[[ Available records open ]]
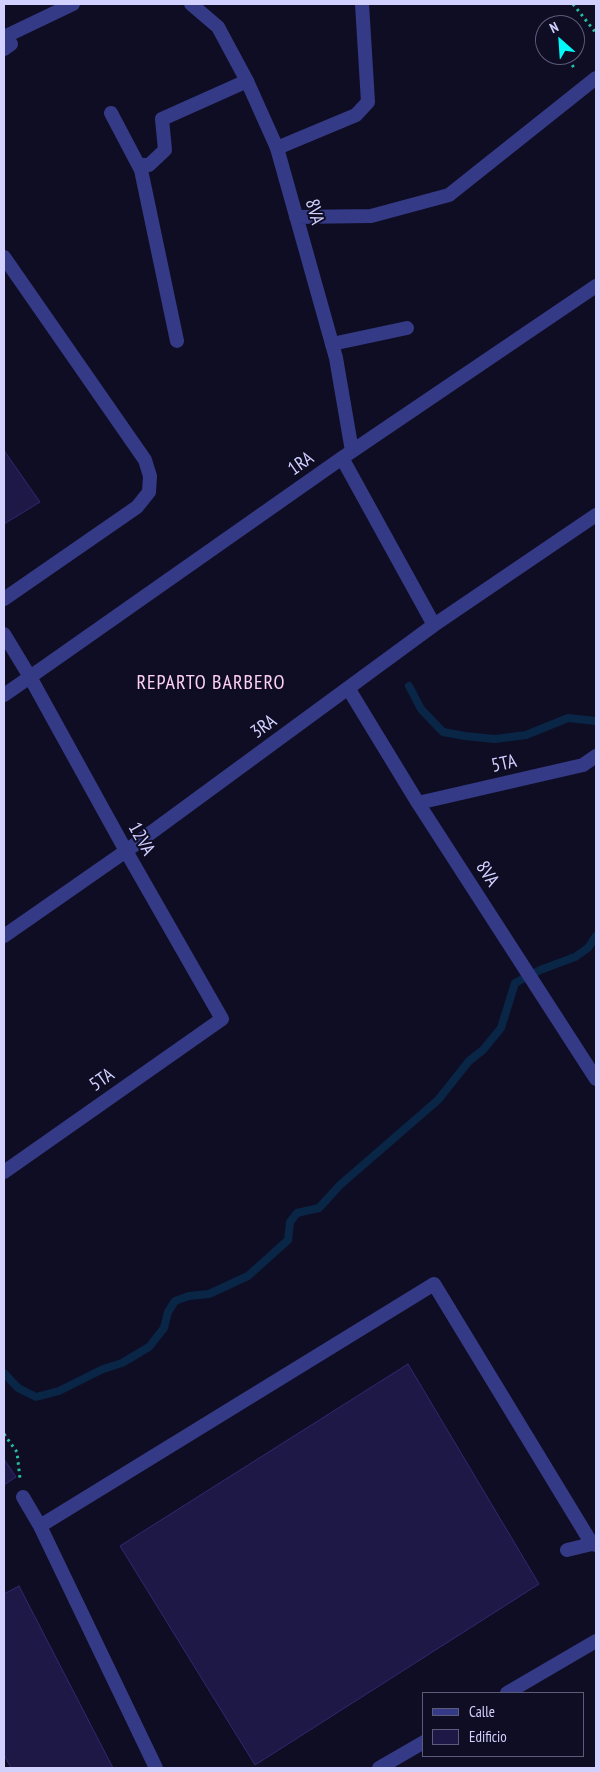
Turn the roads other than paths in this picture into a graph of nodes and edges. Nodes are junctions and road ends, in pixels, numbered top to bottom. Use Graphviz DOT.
graph roads {
  1 [pos="73,4"];
  2 [pos="191,4"];
  3 [pos="362,4"];
  4 [pos="5,41"];
  5 [pos="596,78"];
  6 [pos="247,81"];
  7 [pos="111,113"];
  8 [pos="277,148"];
  9 [pos="139,165"];
  10 [pos="296,217"];
  11 [pos="4,257"];
  12 [pos="596,286"];
  13 [pos="407,328"];
  14 [pos="177,341"];
  15 [pos="332,344"];
  16 [pos="347,454"];
  17 [pos="596,515"];
  18 [pos="4,599"];
  19 [pos="434,625"];
  20 [pos="4,634"];
  21 [pos="30,677"];
  22 [pos="348,688"];
  23 [pos="4,695"];
  24 [pos="596,756"];
  25 [pos="418,803"];
  26 [pos="126,851"];
  27 [pos="4,936"];
  28 [pos="222,1019"];
  29 [pos="596,1079"];
  30 [pos="4,1172"];
  31 [pos="23,1497"];
  32 [pos="40,1526"];
  33 [pos="594,1544"];
  34 [pos="567,1550"];
  35 [pos="596,1641"];
  36 [pos="509,1692"];
  37 [pos="422,1743"];
  38 [pos="156,1768"];
  39 [pos="379,1768"];
  1 -- 4 [label="street"];
  2 -- 6 [label="street, 8VA"];
  3 -- 8 [label="street"];
  5 -- 10 [label="street"];
  6 -- 8 [label="street, 8VA"];
  6 -- 9 [label="street"];
  7 -- 9 [label="street"];
  8 -- 10 [label="street, 8VA"];
  9 -- 14 [label="street"];
  10 -- 15 [label="street, 8VA"];
  11 -- 18 [label="street"];
  12 -- 16 [label="street, 1RA"];
  13 -- 15 [label="street"];
  15 -- 16 [label="street, 8VA"];
  16 -- 19 [label="street, 8VA"];
  16 -- 21 [label="street, 1RA"];
  17 -- 19 [label="street, 3RA"];
  19 -- 22 [label="street, 3RA"];
  20 -- 21 [label="street, 12VA"];
  21 -- 23 [label="street, 1RA"];
  21 -- 26 [label="street, 12VA"];
  22 -- 25 [label="street, 8VA"];
  22 -- 26 [label="street, 3RA"];
  24 -- 25 [label="street, 5TA"];
  25 -- 29 [label="street, 8VA"];
  26 -- 27 [label="street, 3RA"];
  26 -- 28 [label="street, 12VA"];
  28 -- 30 [label="street, 5TA"];
  31 -- 32 [label="street"];
  32 -- 33 [label="street"];
  32 -- 38 [label="street"];
  33 -- 34 [label="street"];
  35 -- 36 [label="street"];
  37 -- 39 [label="street"];
}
[[ Available records closed ]]
> _What you have to do_
Leave the pictures out and return the rest of the material exactly.

> _Worked solution_
Turn the roads other than paths in this picture into a graph of nodes and edges. Nodes are junctions and road ends, in pixels, numbered top to bottom. Use Graphviz DOT.
graph roads {
  1 [pos="73,4"];
  2 [pos="191,4"];
  3 [pos="362,4"];
  4 [pos="5,41"];
  5 [pos="596,78"];
  6 [pos="247,81"];
  7 [pos="111,113"];
  8 [pos="277,148"];
  9 [pos="139,165"];
  10 [pos="296,217"];
  11 [pos="4,257"];
  12 [pos="596,286"];
  13 [pos="407,328"];
  14 [pos="177,341"];
  15 [pos="332,344"];
  16 [pos="347,454"];
  17 [pos="596,515"];
  18 [pos="4,599"];
  19 [pos="434,625"];
  20 [pos="4,634"];
  21 [pos="30,677"];
  22 [pos="348,688"];
  23 [pos="4,695"];
  24 [pos="596,756"];
  25 [pos="418,803"];
  26 [pos="126,851"];
  27 [pos="4,936"];
  28 [pos="222,1019"];
  29 [pos="596,1079"];
  30 [pos="4,1172"];
  31 [pos="23,1497"];
  32 [pos="40,1526"];
  33 [pos="594,1544"];
  34 [pos="567,1550"];
  35 [pos="596,1641"];
  36 [pos="509,1692"];
  37 [pos="422,1743"];
  38 [pos="156,1768"];
  39 [pos="379,1768"];
  1 -- 4 [label="street"];
  2 -- 6 [label="street, 8VA"];
  3 -- 8 [label="street"];
  5 -- 10 [label="street"];
  6 -- 8 [label="street, 8VA"];
  6 -- 9 [label="street"];
  7 -- 9 [label="street"];
  8 -- 10 [label="street, 8VA"];
  9 -- 14 [label="street"];
  10 -- 15 [label="street, 8VA"];
  11 -- 18 [label="street"];
  12 -- 16 [label="street, 1RA"];
  13 -- 15 [label="street"];
  15 -- 16 [label="street, 8VA"];
  16 -- 19 [label="street, 8VA"];
  16 -- 21 [label="street, 1RA"];
  17 -- 19 [label="street, 3RA"];
  19 -- 22 [label="street, 3RA"];
  20 -- 21 [label="street, 12VA"];
  21 -- 23 [label="street, 1RA"];
  21 -- 26 [label="street, 12VA"];
  22 -- 25 [label="street, 8VA"];
  22 -- 26 [label="street, 3RA"];
  24 -- 25 [label="street, 5TA"];
  25 -- 29 [label="street, 8VA"];
  26 -- 27 [label="street, 3RA"];
  26 -- 28 [label="street, 12VA"];
  28 -- 30 [label="street, 5TA"];
  31 -- 32 [label="street"];
  32 -- 33 [label="street"];
  32 -- 38 [label="street"];
  33 -- 34 [label="street"];
  35 -- 36 [label="street"];
  37 -- 39 [label="street"];
}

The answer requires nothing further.